In such a manner, the denizens of political correctness are projecting their personal agenda onto the memorial. Along the way, what could have been a powerful depiction of the September 11 attacks is being transformed into something that is make-believe.
So, you may ask, what's the harm in making up fictitious faces for two of the three firefighters depicted in the memorial? The statue is art, right? And as any artist can tell you, art and reality aren't usually on speaking terms. Writer Truman Capote put it nicely when he observed: "…Some of my friends think that when relating an event, I am inclined to alter and over elaborate. Myself, I just call it making something 'come alive.'"
In other words, art doesn't fall at right angles. It is an act of creation, not construction. This distinguishes artists who get paid to have ideas, from historians who get paid not to have ideas.
So, why should the September 11 tribute statue be any different? That is, why should we treat a work of art like a historical document? Or, as one New York Post reader put it in a letter to the editor: "Who cares what race the firefighters are represented as in the memorial, as long as the flag is red, white and blue."
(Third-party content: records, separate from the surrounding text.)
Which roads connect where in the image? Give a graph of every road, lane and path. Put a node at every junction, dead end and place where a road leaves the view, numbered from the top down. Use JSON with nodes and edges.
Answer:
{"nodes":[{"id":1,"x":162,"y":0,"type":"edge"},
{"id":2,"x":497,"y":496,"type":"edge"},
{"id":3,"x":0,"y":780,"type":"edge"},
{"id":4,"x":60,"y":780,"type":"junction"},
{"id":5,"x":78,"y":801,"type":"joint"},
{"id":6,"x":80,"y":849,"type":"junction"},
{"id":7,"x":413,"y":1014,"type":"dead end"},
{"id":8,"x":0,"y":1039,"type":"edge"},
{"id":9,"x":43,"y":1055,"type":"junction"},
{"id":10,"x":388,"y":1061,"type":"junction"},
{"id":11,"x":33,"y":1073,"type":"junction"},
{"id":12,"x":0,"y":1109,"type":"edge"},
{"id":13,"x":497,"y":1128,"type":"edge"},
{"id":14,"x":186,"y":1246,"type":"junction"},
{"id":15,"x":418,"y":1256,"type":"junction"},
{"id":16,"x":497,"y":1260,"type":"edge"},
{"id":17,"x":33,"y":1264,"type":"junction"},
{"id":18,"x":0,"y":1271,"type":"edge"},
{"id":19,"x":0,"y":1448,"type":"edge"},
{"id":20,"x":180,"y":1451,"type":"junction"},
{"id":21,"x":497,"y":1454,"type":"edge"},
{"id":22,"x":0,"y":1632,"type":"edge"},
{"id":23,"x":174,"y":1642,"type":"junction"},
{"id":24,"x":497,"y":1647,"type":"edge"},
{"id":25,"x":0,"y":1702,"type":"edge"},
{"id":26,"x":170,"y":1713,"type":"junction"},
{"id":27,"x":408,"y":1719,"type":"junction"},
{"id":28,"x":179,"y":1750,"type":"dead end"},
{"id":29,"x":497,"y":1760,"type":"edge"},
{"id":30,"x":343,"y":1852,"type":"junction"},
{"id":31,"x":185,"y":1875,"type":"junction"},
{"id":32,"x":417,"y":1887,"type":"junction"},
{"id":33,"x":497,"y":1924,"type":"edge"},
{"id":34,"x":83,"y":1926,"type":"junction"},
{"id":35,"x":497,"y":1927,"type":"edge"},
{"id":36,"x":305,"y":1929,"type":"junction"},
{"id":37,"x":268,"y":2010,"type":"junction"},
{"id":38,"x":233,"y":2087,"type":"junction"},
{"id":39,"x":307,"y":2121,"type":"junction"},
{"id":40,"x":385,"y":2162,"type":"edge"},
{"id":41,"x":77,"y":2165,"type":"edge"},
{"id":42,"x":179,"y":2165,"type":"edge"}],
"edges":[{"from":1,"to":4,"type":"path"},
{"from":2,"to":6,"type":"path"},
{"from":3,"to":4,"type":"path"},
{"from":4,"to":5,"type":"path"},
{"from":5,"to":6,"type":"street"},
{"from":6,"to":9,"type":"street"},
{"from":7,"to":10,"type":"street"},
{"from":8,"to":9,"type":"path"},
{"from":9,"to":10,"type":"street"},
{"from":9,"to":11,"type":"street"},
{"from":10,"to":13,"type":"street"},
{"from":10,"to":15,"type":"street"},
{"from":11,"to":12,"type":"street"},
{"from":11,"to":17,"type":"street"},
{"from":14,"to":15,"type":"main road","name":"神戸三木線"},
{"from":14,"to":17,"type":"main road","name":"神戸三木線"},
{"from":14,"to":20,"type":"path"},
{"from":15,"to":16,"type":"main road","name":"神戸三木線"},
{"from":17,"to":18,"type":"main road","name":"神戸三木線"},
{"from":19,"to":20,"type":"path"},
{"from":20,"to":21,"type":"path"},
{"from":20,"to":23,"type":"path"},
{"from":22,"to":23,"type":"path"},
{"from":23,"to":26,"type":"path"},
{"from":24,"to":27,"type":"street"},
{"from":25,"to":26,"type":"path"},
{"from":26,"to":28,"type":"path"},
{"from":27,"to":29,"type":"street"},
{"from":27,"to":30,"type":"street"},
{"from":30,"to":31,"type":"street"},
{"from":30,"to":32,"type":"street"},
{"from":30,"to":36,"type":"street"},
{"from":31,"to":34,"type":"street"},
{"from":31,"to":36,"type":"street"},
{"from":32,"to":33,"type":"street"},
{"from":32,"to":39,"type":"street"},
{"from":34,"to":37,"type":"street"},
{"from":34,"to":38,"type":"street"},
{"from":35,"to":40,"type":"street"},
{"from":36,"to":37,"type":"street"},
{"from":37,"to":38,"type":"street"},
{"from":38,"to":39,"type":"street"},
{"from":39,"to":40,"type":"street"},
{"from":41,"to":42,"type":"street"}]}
Well, for starters, the September 11 memorial wasn't an act of purely aesthetic creation. Rather, it was a depiction of real-life patriotism and human striving amid horrid circumstances. Therefore, the sculpture draws its resonance precisely from its relation to reality.
I mean, if on September 10 your neighbor erects a sculpture of three firemen and an American flag and places it in the backyard next to some discarded plastic flamingos, you're thinking, hillbilly Picasso.
Place that same image at or around "ground zero" post -September 11 and you have a mental flashpoint that sums up the psychic wounds of a country.
Get it? The September 11 memorial ascends precisely because it is not pretend. It is about a specific moment in time, a synthesis of pain and death and perseverance that speaks directly and potently to the shared hurts of a country.
And that's precisely the quality that is now being hijacked by those who would use the statue as yet another vehicle to tote political correctness.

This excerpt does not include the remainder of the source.